Huzza! Josh is quite right!

I too have 'floating bridges' tho I tell my buyers that they have to set the intonation when they change strings. Intonation does change when you change strings/gauge.

-WY

Josh Gayou (SmokehouseGuitars) said:
That is why the saddles on all my acoustic bridge guitars float. Not only the reasons already listed, but different gauged strings will throw off your intonation as well.

"When I teach folks to play slide, I usually tell them to stick out a finger."

NO, NO, not THAT finger!
The cedar is still straight.

I got the red oak plank surface planed & ripped & returned to me today. The guy who did it for me said it was high-moisture 'sapwood', very unstable. Turned right back into banana-boards after coming out of the planer.

I guess that's why it was $1.25 or $2 for 1x4.5x48"

Interestingly, the two sticks (~ 1x2-1/4 x 48) face to face LOOK flat, until you sight the stacked boards close to your eye and you can see they both have identical bow. Flip 'em around and it looks terrible.

I guess cedar is the starter...

Oh yeah, tuners...I thought about zither pins as economical, but can you imaging tuning with wrench and no gearing? (Quit whining, plenty of people use them, even zither-luthiers, right?)
And for zither pins, you need to have your wrench handy. I have enough trouble finding a pick.

Murray said:
The cedar is still straight.

I got the red oak plank surface planed & ripped & returned to me today. The guy who did it for me said it was high-moisture 'sapwood', very unstable. Turned right back into banana-boards after coming out of the planer.

I guess that's why it was $1.25 or $2 for 1x4.5x48"

Interestingly, the two sticks (~ 1x2-1/4 x 48) face to face LOOK flat, until you sight the stacked boards close to your eye and you can see they both have identical bow. Flip 'em around and it looks terrible.

I guess cedar is the starter...

Oh yeah, tuners...I thought about zither pins as economical, but can you imaging tuning with wrench and no gearing? (Quit whining, plenty of people use them, even zither-luthiers, right?)
Once you use a bar, barre chord the position of the nut is no longer relevant.
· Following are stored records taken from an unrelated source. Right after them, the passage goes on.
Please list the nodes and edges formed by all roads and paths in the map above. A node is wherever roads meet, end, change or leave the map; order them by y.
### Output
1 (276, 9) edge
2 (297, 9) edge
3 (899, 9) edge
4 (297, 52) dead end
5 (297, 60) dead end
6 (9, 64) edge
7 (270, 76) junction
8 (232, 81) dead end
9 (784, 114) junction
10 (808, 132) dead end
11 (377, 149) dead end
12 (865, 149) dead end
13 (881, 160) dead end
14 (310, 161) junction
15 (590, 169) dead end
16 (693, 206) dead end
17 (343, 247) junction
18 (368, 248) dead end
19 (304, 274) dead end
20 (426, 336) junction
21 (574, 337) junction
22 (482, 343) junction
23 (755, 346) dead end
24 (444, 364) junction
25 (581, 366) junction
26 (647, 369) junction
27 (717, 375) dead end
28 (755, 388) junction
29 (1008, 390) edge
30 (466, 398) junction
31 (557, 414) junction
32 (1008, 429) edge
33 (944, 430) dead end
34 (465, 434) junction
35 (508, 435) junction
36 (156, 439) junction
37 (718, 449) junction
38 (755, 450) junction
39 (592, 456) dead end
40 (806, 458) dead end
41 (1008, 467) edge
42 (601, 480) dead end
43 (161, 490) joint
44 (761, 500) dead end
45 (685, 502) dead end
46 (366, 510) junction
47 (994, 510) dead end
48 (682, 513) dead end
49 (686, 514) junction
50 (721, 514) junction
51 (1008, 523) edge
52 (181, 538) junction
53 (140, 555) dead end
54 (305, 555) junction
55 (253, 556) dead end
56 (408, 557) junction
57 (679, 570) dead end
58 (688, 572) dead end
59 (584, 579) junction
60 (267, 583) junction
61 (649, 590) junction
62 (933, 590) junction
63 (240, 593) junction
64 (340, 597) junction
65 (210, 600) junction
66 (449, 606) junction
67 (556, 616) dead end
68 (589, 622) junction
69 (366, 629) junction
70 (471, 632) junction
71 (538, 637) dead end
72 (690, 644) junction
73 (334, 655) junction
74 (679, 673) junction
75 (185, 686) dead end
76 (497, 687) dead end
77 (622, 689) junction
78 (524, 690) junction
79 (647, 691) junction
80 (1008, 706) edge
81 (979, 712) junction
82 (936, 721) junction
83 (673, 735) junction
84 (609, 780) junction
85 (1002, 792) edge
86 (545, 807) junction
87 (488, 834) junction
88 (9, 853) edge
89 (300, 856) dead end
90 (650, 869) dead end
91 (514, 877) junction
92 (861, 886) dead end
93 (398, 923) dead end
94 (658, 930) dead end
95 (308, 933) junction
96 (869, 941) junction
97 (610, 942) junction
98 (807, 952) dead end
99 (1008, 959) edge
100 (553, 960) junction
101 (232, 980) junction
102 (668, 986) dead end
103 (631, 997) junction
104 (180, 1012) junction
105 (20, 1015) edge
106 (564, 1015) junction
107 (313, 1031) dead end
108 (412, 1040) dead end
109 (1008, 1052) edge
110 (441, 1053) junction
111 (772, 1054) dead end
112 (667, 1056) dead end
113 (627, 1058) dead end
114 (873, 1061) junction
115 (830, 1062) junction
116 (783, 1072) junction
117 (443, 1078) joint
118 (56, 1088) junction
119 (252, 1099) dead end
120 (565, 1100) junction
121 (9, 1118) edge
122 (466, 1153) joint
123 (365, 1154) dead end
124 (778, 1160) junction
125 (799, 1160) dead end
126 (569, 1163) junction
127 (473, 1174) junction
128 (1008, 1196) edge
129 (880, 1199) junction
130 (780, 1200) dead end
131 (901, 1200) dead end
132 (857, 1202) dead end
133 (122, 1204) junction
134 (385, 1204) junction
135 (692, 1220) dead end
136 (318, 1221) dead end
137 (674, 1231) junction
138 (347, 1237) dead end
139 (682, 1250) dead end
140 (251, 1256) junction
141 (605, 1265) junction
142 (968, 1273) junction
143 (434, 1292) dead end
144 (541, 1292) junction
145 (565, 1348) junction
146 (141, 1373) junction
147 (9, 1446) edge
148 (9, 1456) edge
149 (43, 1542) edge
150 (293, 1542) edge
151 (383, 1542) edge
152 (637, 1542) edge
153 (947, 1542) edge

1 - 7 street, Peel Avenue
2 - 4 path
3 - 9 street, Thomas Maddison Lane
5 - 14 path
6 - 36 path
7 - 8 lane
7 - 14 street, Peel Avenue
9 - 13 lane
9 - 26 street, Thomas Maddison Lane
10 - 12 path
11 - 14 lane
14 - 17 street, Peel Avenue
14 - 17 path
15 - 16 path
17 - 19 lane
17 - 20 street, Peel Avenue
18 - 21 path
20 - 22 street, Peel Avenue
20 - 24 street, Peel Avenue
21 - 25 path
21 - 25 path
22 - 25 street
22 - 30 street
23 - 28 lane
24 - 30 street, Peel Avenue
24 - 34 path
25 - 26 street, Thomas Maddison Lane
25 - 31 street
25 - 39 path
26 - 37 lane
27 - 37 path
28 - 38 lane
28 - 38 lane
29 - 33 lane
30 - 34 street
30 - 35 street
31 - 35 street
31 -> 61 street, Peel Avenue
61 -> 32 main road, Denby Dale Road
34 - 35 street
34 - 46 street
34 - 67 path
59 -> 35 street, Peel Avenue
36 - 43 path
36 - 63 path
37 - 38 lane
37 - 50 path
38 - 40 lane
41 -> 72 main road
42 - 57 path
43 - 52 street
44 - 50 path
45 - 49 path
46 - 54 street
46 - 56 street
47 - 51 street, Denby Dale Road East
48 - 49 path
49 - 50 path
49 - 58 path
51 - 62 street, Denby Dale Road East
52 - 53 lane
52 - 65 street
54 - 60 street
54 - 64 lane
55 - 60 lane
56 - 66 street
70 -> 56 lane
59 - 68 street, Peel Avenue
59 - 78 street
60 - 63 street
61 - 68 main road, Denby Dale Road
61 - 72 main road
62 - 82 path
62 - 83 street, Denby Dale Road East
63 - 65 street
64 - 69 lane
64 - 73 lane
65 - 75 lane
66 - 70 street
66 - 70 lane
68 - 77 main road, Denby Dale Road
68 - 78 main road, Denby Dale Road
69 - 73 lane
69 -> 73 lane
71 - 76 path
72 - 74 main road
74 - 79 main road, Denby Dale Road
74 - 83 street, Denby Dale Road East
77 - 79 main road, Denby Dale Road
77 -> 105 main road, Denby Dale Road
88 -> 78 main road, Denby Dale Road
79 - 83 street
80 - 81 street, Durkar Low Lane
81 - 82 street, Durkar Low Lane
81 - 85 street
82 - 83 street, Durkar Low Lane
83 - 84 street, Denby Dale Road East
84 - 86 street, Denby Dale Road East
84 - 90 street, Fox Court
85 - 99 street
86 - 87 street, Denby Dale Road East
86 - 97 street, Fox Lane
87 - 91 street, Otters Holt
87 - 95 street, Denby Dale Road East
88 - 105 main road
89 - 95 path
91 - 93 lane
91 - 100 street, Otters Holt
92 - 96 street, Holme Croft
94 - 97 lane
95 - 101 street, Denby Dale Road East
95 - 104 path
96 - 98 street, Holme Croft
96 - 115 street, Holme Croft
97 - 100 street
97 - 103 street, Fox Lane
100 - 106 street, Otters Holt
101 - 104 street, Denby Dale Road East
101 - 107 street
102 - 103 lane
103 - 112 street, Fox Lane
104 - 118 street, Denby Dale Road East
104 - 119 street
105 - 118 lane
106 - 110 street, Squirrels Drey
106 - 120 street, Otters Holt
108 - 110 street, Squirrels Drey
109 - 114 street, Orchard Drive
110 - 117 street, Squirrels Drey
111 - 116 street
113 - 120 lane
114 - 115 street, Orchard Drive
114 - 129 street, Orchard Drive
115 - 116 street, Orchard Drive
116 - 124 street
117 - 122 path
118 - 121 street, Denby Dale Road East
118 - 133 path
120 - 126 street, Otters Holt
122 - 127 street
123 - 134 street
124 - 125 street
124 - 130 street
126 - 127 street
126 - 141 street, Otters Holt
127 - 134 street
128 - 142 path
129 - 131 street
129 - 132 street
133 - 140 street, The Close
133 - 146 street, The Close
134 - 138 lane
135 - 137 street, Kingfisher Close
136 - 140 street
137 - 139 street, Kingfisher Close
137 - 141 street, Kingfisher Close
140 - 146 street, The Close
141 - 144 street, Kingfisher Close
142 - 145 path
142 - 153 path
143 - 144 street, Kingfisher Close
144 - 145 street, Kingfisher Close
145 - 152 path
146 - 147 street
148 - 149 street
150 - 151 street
Or for that matter if you play a scale that contains no open strings. Effecitively it is not the problem as it removed from the equation. Compensated nuts are for open notes and chords.
Don

Diane in Chicago said:
But if you find that you have a dime's width at the nut and a nickel at the 12th fret, and you are still "sharp-ing" at the frets nearest the nut, then you can - on the next build, sadly - use a trick I got somewhere on here a really really long time ago and am unlikely to find again, but I'll look and if I find the link I'll post it. It solved that problem for me, and this is it:

When I lay out my fret markings, I move the zero/nut mark back between 1/32 and 1/16 of an inch, to elongate the distance between the zero and all the other frets by that little amount. The extra length makes all the other notes a bit flatter and fixes the "sharp-ing" problem on the lowest frets. By the time to you get to the upper frets, the change becomes imperceptable and voila. I believe this is called "intonating the nut" -- or in my case, the zero fret.

Hope that helps!


Ah ha! the original thead - it is the Wes Yates post at the bottom of the page.
http://www.cigarboxnation.com/forum/topics/scale-length?id=2592684%...
Yes, I find most of my builds require about an additional 1/8 of an inch from the 12 fret to the bridge(move bridge back)compared to the length from the nut to the 12 fret.


Larry McInnes said:
I hear that on the over-planning. Too much thinking can get in the way.